PROBLEM DESCRIPTION:
In the listing below, every line with the word "options" needs to be copied.

RECORDS TO USE:
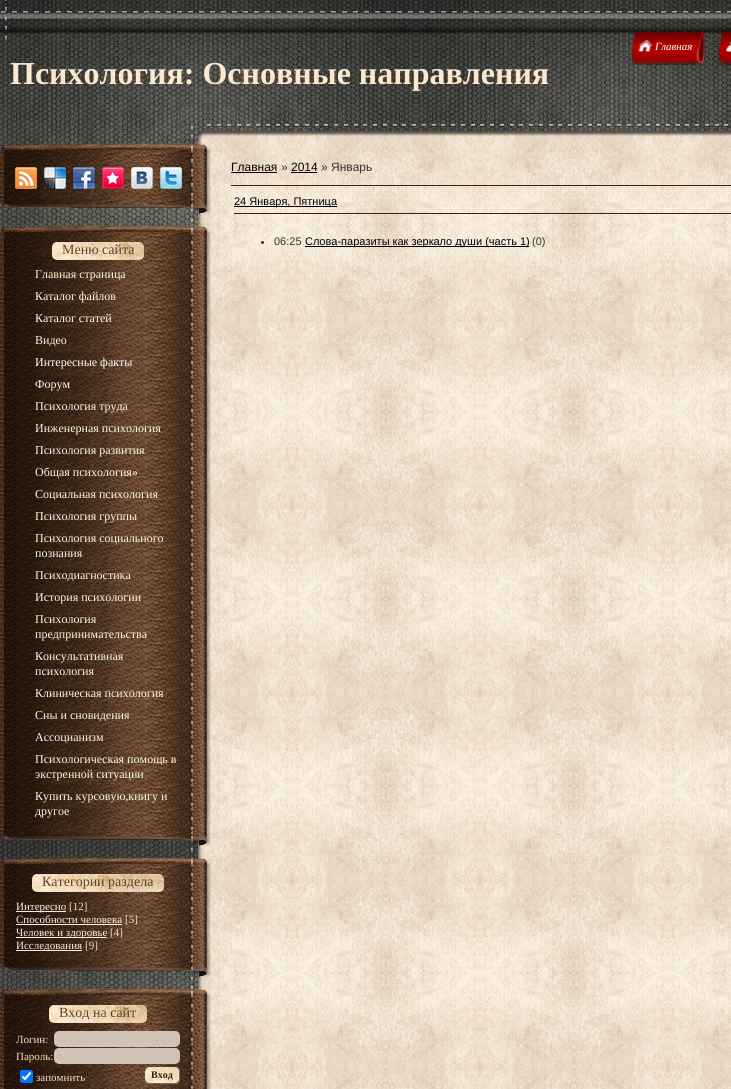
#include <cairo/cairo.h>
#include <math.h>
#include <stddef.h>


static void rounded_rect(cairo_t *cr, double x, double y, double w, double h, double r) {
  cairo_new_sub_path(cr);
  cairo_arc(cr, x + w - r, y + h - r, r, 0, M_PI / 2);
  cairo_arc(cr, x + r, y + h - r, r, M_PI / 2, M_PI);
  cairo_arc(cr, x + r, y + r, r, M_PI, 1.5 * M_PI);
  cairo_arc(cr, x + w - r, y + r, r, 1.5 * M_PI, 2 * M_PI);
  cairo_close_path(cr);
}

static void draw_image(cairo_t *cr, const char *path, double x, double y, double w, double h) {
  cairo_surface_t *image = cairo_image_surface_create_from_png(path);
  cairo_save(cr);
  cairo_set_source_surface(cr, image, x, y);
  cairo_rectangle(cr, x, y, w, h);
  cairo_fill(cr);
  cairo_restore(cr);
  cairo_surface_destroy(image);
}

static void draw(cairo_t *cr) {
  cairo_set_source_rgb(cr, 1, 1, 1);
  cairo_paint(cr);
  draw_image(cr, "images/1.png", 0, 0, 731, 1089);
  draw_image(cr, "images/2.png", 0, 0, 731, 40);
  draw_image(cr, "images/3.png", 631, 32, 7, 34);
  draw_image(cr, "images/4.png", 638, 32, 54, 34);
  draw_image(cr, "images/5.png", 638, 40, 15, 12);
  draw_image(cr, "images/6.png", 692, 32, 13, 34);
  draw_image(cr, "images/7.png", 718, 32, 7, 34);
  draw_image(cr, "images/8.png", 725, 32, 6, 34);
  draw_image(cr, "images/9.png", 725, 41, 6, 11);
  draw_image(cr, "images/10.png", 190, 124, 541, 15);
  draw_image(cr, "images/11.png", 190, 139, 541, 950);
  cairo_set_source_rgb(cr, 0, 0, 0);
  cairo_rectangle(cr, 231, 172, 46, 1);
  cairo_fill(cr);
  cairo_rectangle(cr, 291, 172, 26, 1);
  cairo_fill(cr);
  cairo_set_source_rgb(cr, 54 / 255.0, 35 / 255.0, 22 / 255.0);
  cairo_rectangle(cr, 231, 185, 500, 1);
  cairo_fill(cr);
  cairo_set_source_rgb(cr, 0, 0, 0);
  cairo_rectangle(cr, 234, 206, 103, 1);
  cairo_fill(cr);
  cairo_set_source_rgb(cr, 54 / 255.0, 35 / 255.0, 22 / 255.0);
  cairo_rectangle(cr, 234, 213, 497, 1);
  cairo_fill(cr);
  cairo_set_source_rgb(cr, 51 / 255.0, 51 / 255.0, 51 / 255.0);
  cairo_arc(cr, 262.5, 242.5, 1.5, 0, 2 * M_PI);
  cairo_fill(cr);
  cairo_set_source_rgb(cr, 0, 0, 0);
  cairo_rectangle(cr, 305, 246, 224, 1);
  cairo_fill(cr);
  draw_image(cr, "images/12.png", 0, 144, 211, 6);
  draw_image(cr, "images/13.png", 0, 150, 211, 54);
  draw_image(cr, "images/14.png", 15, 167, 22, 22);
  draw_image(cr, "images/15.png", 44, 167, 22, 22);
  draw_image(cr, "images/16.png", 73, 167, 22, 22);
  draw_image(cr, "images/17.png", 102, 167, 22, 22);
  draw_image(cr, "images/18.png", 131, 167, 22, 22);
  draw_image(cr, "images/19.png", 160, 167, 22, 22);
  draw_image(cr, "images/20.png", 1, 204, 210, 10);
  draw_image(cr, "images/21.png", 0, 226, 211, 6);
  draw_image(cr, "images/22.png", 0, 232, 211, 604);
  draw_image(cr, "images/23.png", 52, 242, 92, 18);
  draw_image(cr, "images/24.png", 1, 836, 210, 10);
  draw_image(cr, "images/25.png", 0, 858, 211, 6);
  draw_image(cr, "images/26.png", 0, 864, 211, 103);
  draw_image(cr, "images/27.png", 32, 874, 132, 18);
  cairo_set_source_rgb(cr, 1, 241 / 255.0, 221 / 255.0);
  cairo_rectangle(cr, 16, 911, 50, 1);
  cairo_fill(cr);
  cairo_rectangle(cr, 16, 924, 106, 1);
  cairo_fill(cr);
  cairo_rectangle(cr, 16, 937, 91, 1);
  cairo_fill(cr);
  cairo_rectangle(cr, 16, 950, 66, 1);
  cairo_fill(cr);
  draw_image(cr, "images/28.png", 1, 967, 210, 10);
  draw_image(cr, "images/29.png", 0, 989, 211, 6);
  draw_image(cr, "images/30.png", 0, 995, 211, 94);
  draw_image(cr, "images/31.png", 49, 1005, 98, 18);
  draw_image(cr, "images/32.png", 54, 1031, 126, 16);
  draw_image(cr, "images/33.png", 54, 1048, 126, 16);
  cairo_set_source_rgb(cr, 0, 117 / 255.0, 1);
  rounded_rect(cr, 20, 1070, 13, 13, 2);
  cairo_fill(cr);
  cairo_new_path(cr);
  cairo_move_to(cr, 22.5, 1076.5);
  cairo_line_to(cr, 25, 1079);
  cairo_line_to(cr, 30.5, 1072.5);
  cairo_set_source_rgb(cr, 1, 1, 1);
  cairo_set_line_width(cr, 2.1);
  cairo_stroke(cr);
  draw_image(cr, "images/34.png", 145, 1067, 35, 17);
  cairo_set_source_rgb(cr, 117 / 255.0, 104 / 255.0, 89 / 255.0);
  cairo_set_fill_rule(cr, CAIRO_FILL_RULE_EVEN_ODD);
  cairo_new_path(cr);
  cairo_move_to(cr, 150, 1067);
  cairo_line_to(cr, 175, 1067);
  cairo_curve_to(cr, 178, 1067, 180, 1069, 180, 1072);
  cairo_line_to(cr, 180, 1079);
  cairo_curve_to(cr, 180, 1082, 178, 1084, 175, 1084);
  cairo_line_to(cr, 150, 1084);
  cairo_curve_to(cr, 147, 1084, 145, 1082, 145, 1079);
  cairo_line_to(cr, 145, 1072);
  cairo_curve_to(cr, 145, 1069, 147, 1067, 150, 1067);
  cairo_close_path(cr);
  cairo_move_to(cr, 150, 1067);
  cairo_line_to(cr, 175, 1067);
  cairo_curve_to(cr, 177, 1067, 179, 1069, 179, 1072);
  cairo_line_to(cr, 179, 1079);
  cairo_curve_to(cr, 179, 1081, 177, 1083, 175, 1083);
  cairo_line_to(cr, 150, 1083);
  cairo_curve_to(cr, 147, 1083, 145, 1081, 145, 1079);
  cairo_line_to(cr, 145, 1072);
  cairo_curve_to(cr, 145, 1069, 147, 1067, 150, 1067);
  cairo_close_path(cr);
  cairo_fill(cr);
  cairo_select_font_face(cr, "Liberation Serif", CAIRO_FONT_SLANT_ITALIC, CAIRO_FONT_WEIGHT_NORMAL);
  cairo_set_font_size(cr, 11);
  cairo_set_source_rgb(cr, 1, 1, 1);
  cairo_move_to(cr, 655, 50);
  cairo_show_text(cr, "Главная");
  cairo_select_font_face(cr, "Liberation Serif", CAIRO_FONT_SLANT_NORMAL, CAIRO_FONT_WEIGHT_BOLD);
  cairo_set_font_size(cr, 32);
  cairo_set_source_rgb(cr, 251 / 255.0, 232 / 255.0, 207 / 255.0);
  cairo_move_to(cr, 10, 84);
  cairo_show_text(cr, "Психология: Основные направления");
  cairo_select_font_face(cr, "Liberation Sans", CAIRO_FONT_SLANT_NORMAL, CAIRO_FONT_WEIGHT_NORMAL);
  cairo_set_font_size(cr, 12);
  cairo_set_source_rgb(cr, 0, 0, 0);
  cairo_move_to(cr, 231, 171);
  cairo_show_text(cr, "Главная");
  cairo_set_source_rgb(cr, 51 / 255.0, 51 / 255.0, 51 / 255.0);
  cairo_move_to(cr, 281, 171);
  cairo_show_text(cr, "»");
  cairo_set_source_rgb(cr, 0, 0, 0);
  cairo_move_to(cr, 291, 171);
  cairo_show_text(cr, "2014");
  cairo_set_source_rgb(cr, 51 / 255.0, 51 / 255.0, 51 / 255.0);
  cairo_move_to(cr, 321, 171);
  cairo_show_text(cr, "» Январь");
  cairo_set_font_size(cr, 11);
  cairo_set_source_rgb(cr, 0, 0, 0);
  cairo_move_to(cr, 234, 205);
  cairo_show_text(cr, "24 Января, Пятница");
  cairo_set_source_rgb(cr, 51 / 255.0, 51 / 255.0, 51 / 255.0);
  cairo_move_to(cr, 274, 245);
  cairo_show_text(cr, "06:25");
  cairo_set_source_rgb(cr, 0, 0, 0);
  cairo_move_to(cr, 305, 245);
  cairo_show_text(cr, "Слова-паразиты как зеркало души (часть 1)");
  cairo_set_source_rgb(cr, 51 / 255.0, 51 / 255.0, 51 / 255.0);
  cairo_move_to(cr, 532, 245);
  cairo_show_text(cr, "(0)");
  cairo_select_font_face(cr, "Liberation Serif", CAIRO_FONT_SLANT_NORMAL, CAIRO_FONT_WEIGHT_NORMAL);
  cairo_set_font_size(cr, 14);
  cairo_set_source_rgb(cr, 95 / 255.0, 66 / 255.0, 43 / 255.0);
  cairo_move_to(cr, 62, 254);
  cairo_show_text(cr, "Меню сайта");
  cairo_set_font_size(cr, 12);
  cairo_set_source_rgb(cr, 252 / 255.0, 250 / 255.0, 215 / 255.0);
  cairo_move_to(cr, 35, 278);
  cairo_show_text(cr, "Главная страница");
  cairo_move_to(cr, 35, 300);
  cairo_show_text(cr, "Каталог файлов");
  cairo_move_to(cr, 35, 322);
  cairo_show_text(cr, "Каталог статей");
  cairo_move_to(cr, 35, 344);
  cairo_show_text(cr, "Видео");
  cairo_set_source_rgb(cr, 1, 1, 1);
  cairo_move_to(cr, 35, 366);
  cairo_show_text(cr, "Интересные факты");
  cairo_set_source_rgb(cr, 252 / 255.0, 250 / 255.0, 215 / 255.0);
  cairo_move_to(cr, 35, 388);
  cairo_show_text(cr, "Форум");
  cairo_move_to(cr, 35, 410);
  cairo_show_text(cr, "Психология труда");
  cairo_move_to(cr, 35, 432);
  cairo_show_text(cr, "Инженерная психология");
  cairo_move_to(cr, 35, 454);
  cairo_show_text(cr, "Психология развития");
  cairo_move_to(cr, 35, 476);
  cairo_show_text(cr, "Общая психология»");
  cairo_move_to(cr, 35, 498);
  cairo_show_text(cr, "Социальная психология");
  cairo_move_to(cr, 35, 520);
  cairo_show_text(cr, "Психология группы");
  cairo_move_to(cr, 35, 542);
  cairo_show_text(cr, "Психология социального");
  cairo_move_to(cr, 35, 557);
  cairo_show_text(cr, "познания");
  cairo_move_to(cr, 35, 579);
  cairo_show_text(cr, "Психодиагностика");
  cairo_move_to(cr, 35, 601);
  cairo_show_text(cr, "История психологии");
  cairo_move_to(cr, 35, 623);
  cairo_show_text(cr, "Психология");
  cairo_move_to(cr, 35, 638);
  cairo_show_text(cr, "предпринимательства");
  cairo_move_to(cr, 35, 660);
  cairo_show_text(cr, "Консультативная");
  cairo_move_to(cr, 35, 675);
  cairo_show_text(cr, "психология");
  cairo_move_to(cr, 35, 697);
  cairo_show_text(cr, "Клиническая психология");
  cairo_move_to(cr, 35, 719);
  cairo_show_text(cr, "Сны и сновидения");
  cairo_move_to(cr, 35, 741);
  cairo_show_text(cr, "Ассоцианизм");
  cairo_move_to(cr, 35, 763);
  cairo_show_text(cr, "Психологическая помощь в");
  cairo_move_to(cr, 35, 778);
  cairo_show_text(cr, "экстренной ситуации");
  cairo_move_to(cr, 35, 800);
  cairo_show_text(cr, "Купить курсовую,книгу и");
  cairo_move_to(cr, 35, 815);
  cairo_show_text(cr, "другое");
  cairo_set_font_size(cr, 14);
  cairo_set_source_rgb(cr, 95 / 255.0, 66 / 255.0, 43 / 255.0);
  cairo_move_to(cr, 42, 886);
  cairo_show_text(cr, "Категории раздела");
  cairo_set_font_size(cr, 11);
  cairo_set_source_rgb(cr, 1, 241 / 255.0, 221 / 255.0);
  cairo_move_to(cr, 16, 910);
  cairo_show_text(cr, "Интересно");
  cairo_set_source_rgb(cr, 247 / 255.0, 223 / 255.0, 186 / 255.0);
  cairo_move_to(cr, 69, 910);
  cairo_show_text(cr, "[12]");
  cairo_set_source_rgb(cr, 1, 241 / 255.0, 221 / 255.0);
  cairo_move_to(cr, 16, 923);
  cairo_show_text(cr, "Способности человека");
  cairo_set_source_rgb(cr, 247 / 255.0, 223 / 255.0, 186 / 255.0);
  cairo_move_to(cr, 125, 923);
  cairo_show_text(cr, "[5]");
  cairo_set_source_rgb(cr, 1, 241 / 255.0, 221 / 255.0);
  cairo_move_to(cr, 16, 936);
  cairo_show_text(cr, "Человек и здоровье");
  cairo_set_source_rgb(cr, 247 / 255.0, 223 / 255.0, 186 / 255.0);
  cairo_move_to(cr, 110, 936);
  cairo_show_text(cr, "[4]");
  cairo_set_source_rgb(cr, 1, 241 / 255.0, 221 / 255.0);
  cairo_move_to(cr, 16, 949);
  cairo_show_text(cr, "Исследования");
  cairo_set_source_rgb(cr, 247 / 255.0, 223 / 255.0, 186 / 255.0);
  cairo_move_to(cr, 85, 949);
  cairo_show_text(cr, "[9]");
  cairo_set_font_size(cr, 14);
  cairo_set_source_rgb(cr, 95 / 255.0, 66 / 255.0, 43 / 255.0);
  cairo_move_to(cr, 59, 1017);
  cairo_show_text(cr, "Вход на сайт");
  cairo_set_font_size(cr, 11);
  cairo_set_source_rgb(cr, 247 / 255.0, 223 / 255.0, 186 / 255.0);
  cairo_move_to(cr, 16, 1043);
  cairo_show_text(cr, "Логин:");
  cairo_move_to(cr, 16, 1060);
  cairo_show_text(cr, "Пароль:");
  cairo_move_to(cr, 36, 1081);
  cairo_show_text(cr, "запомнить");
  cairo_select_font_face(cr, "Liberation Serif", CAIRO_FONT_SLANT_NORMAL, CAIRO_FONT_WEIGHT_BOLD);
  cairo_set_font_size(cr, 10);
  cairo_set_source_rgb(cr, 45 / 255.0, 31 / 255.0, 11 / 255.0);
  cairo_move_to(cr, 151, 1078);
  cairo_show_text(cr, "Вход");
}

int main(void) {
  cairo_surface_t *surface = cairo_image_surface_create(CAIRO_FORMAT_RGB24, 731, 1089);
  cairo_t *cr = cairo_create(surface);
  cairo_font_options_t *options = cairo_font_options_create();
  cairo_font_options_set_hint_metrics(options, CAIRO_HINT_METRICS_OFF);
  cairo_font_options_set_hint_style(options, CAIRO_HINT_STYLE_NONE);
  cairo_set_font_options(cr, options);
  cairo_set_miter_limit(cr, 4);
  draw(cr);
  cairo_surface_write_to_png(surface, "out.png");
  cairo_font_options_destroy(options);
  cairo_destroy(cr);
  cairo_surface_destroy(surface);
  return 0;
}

* * *

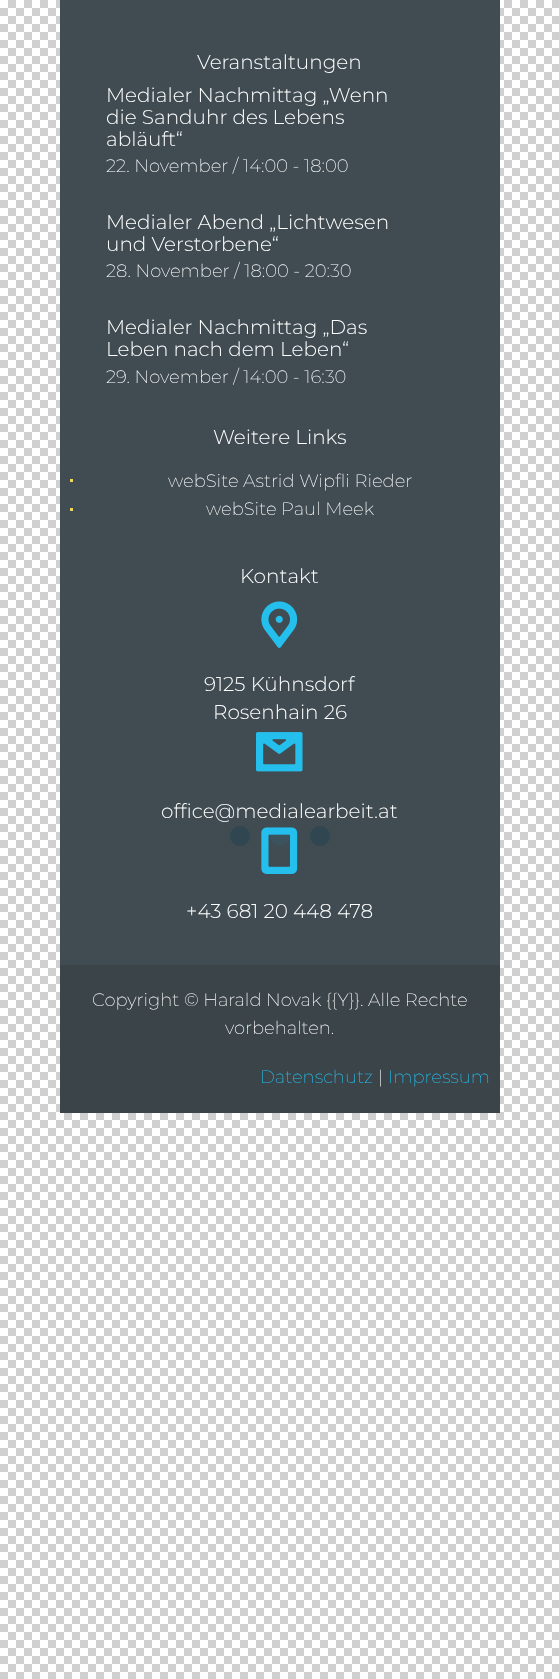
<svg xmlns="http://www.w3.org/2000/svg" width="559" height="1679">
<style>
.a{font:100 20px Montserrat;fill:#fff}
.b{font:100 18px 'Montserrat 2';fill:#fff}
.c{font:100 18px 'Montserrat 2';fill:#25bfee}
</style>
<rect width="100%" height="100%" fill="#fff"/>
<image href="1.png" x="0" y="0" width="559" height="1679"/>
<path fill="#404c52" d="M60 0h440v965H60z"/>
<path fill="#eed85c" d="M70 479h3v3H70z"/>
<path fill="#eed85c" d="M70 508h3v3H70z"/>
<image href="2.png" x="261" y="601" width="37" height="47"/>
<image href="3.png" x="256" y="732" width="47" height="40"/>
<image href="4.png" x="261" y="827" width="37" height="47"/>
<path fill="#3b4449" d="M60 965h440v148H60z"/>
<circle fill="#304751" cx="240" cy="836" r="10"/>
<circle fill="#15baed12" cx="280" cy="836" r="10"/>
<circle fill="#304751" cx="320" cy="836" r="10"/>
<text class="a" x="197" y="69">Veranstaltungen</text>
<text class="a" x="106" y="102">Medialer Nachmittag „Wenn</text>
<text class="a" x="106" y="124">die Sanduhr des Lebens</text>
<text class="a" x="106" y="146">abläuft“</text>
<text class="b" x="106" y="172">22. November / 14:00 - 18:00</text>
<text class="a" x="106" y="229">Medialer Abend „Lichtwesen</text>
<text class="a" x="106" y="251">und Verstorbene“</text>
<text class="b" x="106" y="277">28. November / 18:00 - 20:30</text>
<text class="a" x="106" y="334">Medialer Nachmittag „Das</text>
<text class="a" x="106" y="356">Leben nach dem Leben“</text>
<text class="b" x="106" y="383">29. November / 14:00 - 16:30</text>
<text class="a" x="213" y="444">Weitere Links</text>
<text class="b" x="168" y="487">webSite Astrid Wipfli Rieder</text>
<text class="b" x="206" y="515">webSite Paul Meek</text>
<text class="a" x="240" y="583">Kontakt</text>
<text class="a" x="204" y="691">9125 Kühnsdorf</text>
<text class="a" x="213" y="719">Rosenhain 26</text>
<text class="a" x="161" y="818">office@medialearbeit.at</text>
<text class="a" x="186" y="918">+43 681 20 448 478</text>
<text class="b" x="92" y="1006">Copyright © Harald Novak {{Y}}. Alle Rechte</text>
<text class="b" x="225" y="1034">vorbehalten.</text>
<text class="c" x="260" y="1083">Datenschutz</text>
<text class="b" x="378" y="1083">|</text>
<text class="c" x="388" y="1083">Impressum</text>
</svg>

EXERCISE SOLUTION:
  cairo_font_options_t *options = cairo_font_options_create();
  cairo_font_options_set_hint_metrics(options, CAIRO_HINT_METRICS_OFF);
  cairo_font_options_set_hint_style(options, CAIRO_HINT_STYLE_NONE);
  cairo_set_font_options(cr, options);
  cairo_font_options_destroy(options);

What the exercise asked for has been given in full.